→ DATASET EXTRACT
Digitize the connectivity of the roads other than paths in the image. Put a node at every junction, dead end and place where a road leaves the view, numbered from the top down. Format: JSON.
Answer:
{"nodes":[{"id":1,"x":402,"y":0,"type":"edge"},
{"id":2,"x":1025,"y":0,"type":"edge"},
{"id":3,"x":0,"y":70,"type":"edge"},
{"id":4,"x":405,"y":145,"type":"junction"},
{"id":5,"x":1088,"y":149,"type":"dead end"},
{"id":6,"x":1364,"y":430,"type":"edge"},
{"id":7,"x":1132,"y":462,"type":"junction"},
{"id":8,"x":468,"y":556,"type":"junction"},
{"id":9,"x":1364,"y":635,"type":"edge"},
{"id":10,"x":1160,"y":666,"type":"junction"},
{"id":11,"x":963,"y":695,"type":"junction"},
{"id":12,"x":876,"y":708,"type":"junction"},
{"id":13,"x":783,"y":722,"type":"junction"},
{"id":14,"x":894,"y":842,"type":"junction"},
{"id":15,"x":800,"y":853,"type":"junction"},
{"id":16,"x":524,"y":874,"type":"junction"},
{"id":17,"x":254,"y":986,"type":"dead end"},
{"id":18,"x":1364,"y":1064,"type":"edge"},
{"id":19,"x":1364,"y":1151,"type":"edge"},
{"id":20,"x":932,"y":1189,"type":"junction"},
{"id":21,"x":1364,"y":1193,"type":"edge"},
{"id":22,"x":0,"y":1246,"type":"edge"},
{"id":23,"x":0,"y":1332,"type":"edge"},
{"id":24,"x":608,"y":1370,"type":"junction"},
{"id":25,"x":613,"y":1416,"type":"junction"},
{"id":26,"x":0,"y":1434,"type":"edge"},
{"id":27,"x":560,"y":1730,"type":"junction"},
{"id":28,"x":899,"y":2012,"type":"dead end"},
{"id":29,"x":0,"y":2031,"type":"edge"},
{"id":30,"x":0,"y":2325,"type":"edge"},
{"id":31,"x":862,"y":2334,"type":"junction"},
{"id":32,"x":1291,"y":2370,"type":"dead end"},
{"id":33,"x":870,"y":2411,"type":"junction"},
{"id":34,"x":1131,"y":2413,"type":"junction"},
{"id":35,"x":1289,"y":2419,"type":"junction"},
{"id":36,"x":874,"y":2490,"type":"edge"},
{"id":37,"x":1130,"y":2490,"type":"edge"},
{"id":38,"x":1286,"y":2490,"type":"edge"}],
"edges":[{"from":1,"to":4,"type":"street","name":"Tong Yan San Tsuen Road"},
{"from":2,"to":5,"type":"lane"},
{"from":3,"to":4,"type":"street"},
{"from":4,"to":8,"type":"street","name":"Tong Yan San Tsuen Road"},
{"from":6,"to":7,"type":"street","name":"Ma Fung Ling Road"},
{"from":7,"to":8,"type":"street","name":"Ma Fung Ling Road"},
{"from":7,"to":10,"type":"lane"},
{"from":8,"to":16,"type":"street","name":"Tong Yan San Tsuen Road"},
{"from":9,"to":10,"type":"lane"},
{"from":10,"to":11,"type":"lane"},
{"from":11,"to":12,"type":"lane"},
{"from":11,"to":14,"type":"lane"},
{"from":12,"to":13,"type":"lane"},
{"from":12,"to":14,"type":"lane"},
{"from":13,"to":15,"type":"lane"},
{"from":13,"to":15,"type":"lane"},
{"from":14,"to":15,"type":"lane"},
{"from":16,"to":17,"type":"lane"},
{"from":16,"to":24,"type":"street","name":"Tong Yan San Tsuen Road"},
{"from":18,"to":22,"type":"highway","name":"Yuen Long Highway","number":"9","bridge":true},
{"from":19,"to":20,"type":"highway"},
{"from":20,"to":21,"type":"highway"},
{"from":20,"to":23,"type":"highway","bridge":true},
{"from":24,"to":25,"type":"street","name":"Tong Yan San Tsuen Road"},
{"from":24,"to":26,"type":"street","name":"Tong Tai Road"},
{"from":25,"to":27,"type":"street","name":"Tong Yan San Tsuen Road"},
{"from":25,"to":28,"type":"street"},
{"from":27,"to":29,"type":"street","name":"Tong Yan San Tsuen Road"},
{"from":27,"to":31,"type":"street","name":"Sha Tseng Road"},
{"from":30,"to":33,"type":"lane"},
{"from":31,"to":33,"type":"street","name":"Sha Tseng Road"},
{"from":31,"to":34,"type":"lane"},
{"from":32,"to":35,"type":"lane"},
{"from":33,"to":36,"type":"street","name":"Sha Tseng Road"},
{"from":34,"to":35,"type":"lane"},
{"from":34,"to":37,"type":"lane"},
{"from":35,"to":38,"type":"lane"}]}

→ WORK REQUEST
Each record must be transcribed word for word.

→ EXERCISE ANSWER
Digitize the connectivity of the roads other than paths in the image. Put a node at every junction, dead end and place where a road leaves the view, numbered from the top down. Format: JSON.
Answer:
{"nodes":[{"id":1,"x":402,"y":0,"type":"edge"},
{"id":2,"x":1025,"y":0,"type":"edge"},
{"id":3,"x":0,"y":70,"type":"edge"},
{"id":4,"x":405,"y":145,"type":"junction"},
{"id":5,"x":1088,"y":149,"type":"dead end"},
{"id":6,"x":1364,"y":430,"type":"edge"},
{"id":7,"x":1132,"y":462,"type":"junction"},
{"id":8,"x":468,"y":556,"type":"junction"},
{"id":9,"x":1364,"y":635,"type":"edge"},
{"id":10,"x":1160,"y":666,"type":"junction"},
{"id":11,"x":963,"y":695,"type":"junction"},
{"id":12,"x":876,"y":708,"type":"junction"},
{"id":13,"x":783,"y":722,"type":"junction"},
{"id":14,"x":894,"y":842,"type":"junction"},
{"id":15,"x":800,"y":853,"type":"junction"},
{"id":16,"x":524,"y":874,"type":"junction"},
{"id":17,"x":254,"y":986,"type":"dead end"},
{"id":18,"x":1364,"y":1064,"type":"edge"},
{"id":19,"x":1364,"y":1151,"type":"edge"},
{"id":20,"x":932,"y":1189,"type":"junction"},
{"id":21,"x":1364,"y":1193,"type":"edge"},
{"id":22,"x":0,"y":1246,"type":"edge"},
{"id":23,"x":0,"y":1332,"type":"edge"},
{"id":24,"x":608,"y":1370,"type":"junction"},
{"id":25,"x":613,"y":1416,"type":"junction"},
{"id":26,"x":0,"y":1434,"type":"edge"},
{"id":27,"x":560,"y":1730,"type":"junction"},
{"id":28,"x":899,"y":2012,"type":"dead end"},
{"id":29,"x":0,"y":2031,"type":"edge"},
{"id":30,"x":0,"y":2325,"type":"edge"},
{"id":31,"x":862,"y":2334,"type":"junction"},
{"id":32,"x":1291,"y":2370,"type":"dead end"},
{"id":33,"x":870,"y":2411,"type":"junction"},
{"id":34,"x":1131,"y":2413,"type":"junction"},
{"id":35,"x":1289,"y":2419,"type":"junction"},
{"id":36,"x":874,"y":2490,"type":"edge"},
{"id":37,"x":1130,"y":2490,"type":"edge"},
{"id":38,"x":1286,"y":2490,"type":"edge"}],
"edges":[{"from":1,"to":4,"type":"street","name":"Tong Yan San Tsuen Road"},
{"from":2,"to":5,"type":"lane"},
{"from":3,"to":4,"type":"street"},
{"from":4,"to":8,"type":"street","name":"Tong Yan San Tsuen Road"},
{"from":6,"to":7,"type":"street","name":"Ma Fung Ling Road"},
{"from":7,"to":8,"type":"street","name":"Ma Fung Ling Road"},
{"from":7,"to":10,"type":"lane"},
{"from":8,"to":16,"type":"street","name":"Tong Yan San Tsuen Road"},
{"from":9,"to":10,"type":"lane"},
{"from":10,"to":11,"type":"lane"},
{"from":11,"to":12,"type":"lane"},
{"from":11,"to":14,"type":"lane"},
{"from":12,"to":13,"type":"lane"},
{"from":12,"to":14,"type":"lane"},
{"from":13,"to":15,"type":"lane"},
{"from":13,"to":15,"type":"lane"},
{"from":14,"to":15,"type":"lane"},
{"from":16,"to":17,"type":"lane"},
{"from":16,"to":24,"type":"street","name":"Tong Yan San Tsuen Road"},
{"from":18,"to":22,"type":"highway","name":"Yuen Long Highway","number":"9","bridge":true},
{"from":19,"to":20,"type":"highway"},
{"from":20,"to":21,"type":"highway"},
{"from":20,"to":23,"type":"highway","bridge":true},
{"from":24,"to":25,"type":"street","name":"Tong Yan San Tsuen Road"},
{"from":24,"to":26,"type":"street","name":"Tong Tai Road"},
{"from":25,"to":27,"type":"street","name":"Tong Yan San Tsuen Road"},
{"from":25,"to":28,"type":"street"},
{"from":27,"to":29,"type":"street","name":"Tong Yan San Tsuen Road"},
{"from":27,"to":31,"type":"street","name":"Sha Tseng Road"},
{"from":30,"to":33,"type":"lane"},
{"from":31,"to":33,"type":"street","name":"Sha Tseng Road"},
{"from":31,"to":34,"type":"lane"},
{"from":32,"to":35,"type":"lane"},
{"from":33,"to":36,"type":"street","name":"Sha Tseng Road"},
{"from":34,"to":35,"type":"lane"},
{"from":34,"to":37,"type":"lane"},
{"from":35,"to":38,"type":"lane"}]}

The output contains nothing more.